CompTIA: Low-Code Development Spurs Job Growth


The push to create low-code and no-code development tools is an emerging trend with the potential to unleash a tidal wave of new software. A new post this week to the blog of tech industry association CompTIA suggest that progress in the low-code area could also create a welcome influx of new tech jobs. The thinking, as expressed by Seth Robinson, CompTIA's senior director of technology analysis, goes something like this: Greater availability of software and apps will create a rise in demand for software and apps. This will naturally spur the hiring of developers, as companies rush to increase supply, but the rising tide of software and app development will lift a lot of other IT employment boats. There will be a ripple of demand for skilled cybersecurity professionals, to protect the fleet of new apps. Networking and server specialists will be hired to manage new infrastructure. And so on, and so forth. If you're just picking up the whistle of the low-code and no-code express, then here's another reason to get excited for train to come rolling on down the track.

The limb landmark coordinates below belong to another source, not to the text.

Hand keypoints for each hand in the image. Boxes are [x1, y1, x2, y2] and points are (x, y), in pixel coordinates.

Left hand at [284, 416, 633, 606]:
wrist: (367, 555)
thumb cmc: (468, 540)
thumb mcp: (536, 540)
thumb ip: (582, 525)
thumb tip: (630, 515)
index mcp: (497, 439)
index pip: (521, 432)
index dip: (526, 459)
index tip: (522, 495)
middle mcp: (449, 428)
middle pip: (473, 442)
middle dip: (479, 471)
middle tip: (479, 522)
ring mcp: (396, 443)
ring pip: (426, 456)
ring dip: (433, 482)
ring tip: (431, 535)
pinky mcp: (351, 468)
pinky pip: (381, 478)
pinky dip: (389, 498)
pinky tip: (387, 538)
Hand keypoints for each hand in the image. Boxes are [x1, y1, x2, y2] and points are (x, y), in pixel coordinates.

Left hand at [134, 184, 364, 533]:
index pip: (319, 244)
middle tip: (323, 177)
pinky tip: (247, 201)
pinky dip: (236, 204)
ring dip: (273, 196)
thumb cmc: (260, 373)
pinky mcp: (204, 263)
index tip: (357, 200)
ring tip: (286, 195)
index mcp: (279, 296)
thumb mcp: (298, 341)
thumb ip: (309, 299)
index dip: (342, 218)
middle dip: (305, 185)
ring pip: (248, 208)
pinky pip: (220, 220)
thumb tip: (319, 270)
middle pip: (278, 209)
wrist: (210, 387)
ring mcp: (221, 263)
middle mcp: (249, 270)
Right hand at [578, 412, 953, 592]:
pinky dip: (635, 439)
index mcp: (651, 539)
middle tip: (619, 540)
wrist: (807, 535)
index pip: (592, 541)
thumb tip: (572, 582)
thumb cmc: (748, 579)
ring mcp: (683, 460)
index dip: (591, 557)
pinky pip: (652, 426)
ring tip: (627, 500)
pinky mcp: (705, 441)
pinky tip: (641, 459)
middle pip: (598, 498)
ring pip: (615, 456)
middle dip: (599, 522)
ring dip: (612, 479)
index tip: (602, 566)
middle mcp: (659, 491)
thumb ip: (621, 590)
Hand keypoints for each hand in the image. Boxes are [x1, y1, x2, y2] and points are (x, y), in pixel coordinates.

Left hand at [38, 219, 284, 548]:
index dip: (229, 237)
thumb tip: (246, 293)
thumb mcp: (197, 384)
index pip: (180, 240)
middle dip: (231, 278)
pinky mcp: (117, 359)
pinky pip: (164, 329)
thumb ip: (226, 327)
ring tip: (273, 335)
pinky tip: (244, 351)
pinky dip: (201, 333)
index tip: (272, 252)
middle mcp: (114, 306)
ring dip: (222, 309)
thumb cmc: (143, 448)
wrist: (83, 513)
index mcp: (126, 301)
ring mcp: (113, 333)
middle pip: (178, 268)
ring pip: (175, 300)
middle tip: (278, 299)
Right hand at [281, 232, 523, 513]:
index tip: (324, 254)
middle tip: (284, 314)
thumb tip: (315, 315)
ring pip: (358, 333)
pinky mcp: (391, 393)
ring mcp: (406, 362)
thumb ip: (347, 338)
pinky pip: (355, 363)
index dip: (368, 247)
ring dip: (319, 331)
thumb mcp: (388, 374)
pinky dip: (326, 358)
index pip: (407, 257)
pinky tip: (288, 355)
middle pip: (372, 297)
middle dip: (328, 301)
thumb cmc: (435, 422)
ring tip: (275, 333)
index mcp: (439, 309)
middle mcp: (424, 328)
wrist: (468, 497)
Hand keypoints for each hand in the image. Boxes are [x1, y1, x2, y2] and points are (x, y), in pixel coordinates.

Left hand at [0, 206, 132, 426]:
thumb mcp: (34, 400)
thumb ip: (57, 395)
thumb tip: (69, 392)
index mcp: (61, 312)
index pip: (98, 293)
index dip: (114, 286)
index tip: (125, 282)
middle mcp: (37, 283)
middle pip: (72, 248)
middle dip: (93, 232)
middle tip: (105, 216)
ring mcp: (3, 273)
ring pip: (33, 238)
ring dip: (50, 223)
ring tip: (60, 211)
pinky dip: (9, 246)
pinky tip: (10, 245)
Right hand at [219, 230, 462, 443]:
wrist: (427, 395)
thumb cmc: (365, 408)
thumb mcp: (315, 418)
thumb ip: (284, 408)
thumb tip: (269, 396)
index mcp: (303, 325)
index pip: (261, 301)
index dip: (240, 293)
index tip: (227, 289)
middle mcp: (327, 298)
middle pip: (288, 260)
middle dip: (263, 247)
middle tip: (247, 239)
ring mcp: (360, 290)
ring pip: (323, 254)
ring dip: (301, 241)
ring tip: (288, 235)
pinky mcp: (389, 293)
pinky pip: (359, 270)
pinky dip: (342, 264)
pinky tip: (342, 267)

Certification Magazine is Gonna Make You Sweat


The tech-focused Salary Survey conducted each year by the survey crew at Certification Magazine is fairly serious business. The overaching goal of the survey, of course, is to suss out, to the fullest extent possible, the inexact link between holding a particular IT certification and being paid a certain level of salary. There are a number of ancillary goals, however, and more or less stuck at the bottom of the list is to gather data about a number of nonstandard survey topics from a series of optional questions at the end of the survey. Some of these questions are fairly off-the-wall, but others actually contribute, in some way, to the overall picture of certified IT professionals that emerges from the survey each year. Case in a point is a question about exercise habits (coupled with a question about listening preferences), data from which was recently reported at So if you've ever wondered how much time your fellow IT professionals like to spend buffing up, well, now there's some data about that.